State of the Snow

The winter that started in February, unless you live in Colorado

Let the snow fly. PHOTO: Martinak15/Flickr Creative Commons

Let the snow fly. PHOTO: Martinak15/Flickr Creative Commons

While Colorado enjoys one of its snowiest winters in recent history, the rest of the country is just starting to catch up. Recent heavy snow in the Sierra was a welcome relief to skiers, resorts, farmers, and just about everyone who lives in or downstream of the mountains. Before the storm hit, California sat at about 12 percent of its average snowpack—with 40,000 people in the state danger of running out of water within 60 to 120 days. After recent February storms, the snow pack rose to around 30 percent, but warmer temperatures—like 64 F in Mammoth Lakes last Thursday and Friday—melted much of it.

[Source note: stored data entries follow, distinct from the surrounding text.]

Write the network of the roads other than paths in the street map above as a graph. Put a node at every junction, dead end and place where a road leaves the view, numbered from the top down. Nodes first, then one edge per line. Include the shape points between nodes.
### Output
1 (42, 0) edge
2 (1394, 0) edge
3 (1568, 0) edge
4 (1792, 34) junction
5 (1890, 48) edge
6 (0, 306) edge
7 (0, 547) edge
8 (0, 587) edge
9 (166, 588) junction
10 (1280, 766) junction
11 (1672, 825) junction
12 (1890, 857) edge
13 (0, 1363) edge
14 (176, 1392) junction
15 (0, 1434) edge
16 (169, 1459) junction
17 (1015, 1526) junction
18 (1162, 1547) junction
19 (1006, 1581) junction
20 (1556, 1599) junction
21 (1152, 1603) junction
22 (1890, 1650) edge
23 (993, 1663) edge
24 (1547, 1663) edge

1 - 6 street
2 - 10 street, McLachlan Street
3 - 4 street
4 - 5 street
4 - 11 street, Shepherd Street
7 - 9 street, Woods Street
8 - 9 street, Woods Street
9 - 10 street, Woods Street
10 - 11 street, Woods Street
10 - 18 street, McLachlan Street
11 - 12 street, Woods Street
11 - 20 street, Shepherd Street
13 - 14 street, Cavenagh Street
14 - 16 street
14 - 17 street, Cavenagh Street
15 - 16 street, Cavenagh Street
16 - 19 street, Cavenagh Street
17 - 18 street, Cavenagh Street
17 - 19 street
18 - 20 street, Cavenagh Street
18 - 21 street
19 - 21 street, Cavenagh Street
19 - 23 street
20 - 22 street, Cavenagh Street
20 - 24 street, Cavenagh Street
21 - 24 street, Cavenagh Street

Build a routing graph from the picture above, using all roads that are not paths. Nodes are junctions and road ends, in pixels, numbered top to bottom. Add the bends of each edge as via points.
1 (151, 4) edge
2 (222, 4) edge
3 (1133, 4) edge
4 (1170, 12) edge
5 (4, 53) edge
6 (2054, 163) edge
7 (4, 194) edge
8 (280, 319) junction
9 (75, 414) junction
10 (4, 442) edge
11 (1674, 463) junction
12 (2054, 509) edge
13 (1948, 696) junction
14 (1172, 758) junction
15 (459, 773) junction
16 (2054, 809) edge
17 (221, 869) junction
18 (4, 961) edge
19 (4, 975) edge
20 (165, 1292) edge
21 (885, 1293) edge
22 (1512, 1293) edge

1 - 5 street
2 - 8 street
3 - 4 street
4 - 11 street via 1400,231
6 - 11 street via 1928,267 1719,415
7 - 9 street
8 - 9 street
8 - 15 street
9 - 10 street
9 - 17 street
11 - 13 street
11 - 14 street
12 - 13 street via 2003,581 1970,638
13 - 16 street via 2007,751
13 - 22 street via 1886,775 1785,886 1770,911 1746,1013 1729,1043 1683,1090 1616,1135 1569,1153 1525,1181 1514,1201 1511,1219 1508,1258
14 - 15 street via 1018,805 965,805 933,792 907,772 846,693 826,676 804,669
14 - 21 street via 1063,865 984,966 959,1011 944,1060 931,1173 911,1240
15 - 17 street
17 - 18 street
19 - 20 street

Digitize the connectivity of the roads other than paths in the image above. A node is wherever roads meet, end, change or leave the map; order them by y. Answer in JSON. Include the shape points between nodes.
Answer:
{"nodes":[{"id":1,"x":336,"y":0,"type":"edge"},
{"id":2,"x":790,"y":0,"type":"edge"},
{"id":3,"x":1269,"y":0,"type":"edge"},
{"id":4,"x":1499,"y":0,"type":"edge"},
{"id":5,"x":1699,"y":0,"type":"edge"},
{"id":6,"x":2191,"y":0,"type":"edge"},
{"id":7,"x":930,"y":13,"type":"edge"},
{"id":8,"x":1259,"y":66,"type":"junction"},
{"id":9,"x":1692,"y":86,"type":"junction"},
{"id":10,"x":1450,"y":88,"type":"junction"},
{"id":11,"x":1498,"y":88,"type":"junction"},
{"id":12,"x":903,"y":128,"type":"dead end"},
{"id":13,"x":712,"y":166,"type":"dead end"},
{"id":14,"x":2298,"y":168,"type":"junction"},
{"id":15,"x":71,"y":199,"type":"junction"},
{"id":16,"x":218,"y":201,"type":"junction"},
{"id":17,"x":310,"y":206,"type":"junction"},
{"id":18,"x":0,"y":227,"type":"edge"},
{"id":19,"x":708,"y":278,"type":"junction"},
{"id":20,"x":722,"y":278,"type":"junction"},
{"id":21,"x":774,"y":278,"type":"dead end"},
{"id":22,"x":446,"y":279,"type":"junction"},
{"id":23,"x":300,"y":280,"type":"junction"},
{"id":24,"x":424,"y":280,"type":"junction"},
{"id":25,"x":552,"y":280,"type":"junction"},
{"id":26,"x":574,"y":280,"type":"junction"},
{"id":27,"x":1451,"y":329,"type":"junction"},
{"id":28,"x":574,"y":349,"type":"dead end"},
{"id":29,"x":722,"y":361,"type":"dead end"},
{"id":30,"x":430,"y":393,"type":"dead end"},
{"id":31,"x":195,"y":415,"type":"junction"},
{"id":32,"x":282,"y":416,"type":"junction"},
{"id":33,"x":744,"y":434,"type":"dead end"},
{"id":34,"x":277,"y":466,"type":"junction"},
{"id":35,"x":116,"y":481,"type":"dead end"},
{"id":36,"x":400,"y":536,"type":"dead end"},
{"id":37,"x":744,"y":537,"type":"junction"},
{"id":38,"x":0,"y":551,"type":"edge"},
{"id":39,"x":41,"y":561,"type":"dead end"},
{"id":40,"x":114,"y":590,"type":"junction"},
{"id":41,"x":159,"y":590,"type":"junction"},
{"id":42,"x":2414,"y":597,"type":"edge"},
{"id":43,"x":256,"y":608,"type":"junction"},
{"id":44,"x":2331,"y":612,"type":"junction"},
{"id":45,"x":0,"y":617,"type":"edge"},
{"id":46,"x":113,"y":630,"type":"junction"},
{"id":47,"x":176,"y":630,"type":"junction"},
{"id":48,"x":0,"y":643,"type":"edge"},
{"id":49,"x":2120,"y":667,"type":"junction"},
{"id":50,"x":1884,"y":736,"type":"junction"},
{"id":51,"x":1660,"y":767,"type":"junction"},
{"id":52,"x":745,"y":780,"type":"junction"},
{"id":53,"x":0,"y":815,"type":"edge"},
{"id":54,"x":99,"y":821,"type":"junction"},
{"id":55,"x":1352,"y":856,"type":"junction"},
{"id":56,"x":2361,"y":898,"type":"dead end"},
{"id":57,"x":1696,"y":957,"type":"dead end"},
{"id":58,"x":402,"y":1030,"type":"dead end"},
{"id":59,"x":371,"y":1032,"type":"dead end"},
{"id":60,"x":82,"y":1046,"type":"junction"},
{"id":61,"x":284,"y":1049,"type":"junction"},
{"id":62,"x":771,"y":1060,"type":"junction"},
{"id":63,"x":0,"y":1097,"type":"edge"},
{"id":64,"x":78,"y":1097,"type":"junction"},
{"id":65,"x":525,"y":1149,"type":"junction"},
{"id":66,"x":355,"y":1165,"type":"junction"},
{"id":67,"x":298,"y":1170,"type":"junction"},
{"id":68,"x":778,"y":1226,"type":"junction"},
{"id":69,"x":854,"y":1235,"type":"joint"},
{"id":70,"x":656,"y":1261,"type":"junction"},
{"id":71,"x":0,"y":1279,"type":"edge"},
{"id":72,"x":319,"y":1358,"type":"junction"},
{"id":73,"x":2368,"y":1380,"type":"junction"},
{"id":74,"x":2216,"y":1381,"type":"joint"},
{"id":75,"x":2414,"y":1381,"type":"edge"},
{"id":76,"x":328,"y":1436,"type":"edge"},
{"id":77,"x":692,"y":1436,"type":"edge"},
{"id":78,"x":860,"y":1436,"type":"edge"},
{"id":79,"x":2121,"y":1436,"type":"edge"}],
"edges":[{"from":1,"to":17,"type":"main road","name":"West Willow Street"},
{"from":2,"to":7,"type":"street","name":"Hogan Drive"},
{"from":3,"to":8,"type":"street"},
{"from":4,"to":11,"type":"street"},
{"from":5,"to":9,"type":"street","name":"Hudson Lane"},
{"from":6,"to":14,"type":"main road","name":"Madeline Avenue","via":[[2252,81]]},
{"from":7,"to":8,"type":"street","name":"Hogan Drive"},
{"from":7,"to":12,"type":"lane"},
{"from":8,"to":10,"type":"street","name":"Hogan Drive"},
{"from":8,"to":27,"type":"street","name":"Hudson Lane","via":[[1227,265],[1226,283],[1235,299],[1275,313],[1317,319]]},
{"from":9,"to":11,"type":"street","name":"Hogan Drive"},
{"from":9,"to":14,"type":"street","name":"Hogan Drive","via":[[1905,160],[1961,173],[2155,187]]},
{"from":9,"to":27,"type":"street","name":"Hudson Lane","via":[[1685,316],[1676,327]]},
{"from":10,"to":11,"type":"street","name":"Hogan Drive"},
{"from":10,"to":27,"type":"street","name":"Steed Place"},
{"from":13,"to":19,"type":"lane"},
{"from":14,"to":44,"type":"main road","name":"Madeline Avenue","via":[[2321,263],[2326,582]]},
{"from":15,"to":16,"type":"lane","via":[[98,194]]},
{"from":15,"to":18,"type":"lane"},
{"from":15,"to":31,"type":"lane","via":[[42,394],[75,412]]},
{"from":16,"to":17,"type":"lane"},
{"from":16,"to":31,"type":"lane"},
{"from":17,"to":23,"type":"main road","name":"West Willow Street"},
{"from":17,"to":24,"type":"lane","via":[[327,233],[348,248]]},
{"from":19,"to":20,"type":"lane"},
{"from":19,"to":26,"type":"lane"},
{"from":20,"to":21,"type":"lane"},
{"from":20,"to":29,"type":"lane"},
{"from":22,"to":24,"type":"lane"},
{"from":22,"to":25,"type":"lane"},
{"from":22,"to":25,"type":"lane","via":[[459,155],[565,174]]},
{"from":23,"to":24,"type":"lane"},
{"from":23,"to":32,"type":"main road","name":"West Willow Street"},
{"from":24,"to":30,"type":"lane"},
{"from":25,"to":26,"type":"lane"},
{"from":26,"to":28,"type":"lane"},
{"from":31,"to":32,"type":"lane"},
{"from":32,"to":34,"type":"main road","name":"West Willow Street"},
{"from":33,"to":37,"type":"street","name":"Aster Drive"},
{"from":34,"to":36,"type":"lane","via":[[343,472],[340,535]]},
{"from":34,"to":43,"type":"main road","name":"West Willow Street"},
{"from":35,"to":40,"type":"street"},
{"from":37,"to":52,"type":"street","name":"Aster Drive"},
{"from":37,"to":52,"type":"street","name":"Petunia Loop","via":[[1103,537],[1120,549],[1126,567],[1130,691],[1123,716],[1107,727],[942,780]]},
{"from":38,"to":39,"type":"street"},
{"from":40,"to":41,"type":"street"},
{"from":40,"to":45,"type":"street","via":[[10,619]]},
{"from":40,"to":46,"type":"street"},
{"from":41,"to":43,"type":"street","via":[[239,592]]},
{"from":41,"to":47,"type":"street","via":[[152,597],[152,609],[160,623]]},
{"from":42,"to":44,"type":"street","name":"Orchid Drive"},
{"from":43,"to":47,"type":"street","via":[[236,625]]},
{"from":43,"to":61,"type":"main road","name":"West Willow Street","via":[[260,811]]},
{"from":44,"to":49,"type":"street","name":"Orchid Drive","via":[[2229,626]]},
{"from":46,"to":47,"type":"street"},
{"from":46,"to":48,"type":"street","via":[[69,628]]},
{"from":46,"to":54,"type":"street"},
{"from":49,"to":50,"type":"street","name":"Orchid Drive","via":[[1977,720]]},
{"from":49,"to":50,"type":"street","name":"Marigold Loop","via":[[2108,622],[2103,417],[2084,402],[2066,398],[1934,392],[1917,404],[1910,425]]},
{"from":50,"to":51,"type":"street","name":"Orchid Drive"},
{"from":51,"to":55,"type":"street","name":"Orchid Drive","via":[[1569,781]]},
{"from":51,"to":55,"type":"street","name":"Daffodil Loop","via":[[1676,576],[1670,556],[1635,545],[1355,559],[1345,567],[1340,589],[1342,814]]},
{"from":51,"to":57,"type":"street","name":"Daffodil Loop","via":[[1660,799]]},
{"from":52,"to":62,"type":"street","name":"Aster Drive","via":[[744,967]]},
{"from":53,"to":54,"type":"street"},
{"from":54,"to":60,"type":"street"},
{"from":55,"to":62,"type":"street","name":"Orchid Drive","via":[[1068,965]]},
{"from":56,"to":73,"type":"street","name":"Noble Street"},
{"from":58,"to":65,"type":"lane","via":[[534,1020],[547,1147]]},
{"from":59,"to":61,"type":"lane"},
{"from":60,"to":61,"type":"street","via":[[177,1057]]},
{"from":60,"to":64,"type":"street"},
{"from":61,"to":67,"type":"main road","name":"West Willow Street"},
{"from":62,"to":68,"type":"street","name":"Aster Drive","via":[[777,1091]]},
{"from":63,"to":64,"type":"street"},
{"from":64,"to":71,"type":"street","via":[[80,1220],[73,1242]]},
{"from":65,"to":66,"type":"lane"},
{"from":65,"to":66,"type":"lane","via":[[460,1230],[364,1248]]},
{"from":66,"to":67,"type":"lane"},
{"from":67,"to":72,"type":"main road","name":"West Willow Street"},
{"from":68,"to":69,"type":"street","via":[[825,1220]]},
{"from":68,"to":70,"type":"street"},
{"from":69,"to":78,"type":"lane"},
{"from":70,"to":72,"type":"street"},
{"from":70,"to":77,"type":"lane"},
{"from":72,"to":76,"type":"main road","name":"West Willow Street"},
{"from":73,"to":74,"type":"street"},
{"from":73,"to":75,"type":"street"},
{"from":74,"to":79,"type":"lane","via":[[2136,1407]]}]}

The Northwest has been in a similar situation with about half of its average snowpack across the state, and some sites in southern Oregon at 22 percent of normal. The region was boosted by several storms over the last two weeks, but many counties remain in drought conditions. Two big storms bearing down on the Rockies and Pacific Northwest over the next week should bring several more feet of new snow, covering trails but spiking avalanche danger to historic highs.

The bitterly cold Northeast, thanks to the now infamous Polar Vortex, has been terrific for snowmaking, but sadly not as much of the real stuff. Most storms have tracked the coast, dropping their goods on places like Atlanta and Philadelphia instead. That is, until this weekend. Friday dumped a foot or more on most Northeastern resorts, setting them up for President's Day weekend, and a second storm dropped about the same at most major New England ski areas.

Meantime, up north has been warming up. In the wake of the Polar Vortex, warm air penetrated north to Alaska, where it was 62 degrees F in Port Alsworth on January 27. The warming and high elevation rainfall rain caused one of the largest avalanches in history on the Richardson Highway outside of Valdez.